— Directions —
Reproduce every line in the material below that holds "Right".

— Supplied information —
####
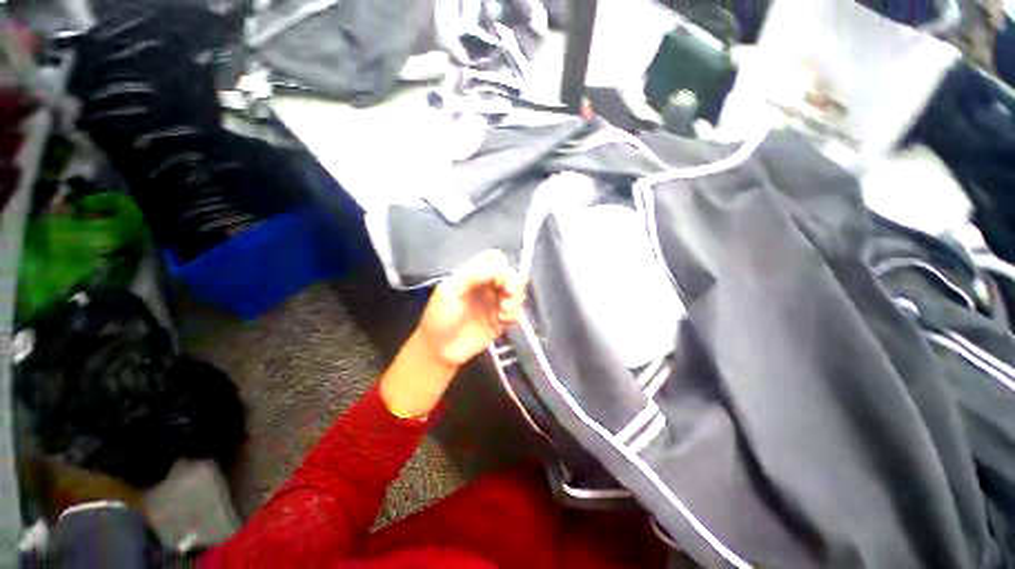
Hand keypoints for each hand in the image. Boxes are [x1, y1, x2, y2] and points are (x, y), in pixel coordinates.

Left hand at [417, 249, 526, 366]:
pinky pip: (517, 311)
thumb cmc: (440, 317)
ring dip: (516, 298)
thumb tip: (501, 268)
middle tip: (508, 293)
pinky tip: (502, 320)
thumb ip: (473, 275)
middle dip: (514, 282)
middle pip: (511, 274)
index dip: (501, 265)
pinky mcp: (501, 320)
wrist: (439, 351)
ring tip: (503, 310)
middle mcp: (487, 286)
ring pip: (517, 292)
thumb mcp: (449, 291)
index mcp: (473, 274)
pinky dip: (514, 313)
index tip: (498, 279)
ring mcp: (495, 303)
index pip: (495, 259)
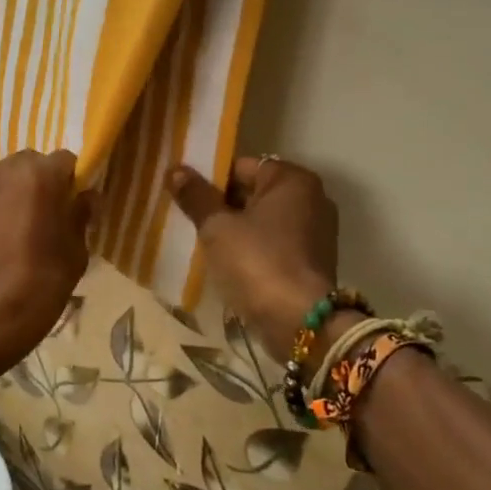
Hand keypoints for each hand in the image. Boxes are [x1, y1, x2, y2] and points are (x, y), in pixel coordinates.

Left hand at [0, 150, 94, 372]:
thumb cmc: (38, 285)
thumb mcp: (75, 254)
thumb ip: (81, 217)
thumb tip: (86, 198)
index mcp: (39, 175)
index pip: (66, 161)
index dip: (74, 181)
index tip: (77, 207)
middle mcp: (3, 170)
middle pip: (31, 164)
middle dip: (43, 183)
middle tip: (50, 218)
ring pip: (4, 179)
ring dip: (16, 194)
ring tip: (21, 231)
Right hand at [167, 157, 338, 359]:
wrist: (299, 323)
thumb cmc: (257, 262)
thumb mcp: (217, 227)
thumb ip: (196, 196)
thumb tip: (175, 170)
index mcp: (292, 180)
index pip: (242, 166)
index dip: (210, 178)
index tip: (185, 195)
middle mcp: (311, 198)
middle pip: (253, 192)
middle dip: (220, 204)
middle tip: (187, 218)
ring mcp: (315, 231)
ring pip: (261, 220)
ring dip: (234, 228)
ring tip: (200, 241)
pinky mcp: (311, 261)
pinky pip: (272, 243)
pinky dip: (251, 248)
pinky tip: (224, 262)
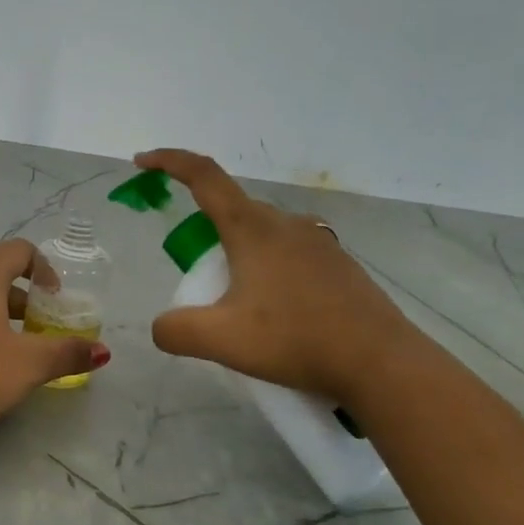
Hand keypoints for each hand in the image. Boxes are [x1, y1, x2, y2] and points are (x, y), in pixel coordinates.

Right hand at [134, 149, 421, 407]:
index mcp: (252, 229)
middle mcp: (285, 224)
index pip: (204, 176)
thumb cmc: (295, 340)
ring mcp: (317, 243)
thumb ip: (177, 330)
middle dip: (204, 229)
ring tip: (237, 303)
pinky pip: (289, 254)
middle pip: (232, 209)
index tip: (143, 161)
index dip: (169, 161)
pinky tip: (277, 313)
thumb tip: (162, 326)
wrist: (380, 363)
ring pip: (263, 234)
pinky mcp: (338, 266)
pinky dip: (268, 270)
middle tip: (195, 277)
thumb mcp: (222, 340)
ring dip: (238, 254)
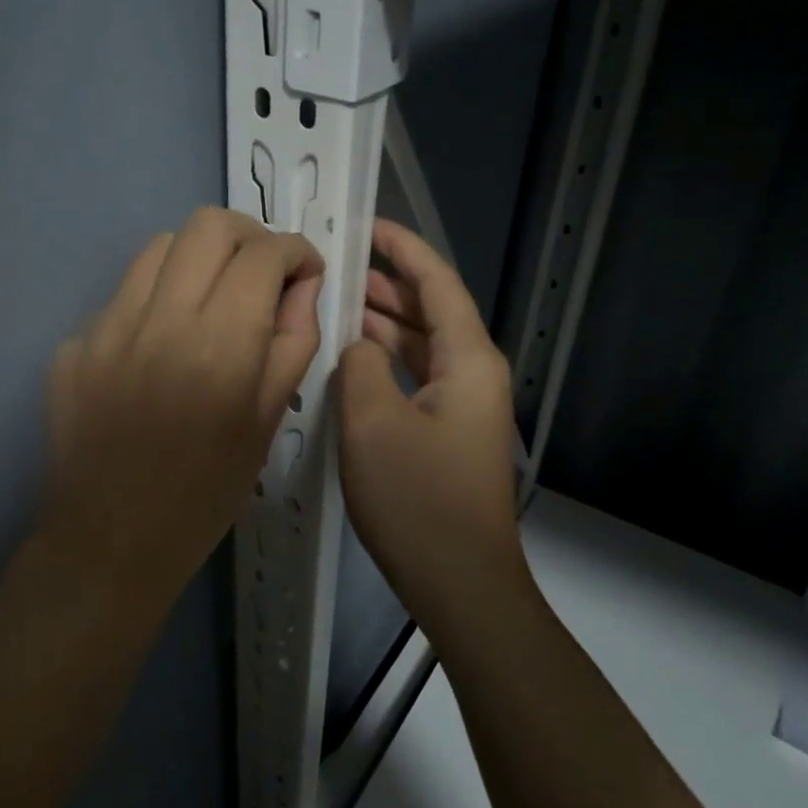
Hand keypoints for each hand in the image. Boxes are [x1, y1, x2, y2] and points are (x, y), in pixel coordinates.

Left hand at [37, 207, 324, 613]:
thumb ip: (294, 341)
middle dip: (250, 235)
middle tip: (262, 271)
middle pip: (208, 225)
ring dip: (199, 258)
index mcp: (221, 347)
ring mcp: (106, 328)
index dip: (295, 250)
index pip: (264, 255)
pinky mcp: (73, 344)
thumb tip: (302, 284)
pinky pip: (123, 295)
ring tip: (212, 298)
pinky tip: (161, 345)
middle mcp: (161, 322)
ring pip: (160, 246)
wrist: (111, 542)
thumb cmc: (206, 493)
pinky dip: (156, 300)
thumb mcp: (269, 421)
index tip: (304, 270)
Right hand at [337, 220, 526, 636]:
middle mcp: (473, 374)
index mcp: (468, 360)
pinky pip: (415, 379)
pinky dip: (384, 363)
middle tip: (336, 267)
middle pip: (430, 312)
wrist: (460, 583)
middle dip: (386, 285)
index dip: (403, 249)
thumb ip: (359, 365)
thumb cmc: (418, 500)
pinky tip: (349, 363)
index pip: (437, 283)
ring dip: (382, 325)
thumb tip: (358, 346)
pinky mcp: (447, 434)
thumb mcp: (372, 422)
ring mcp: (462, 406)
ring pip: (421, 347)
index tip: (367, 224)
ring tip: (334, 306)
####
— Response to the task —
Right hand at [167, 157, 338, 359]:
Right hand at [134, 149, 421, 407]:
Right hand at [337, 220, 526, 636]:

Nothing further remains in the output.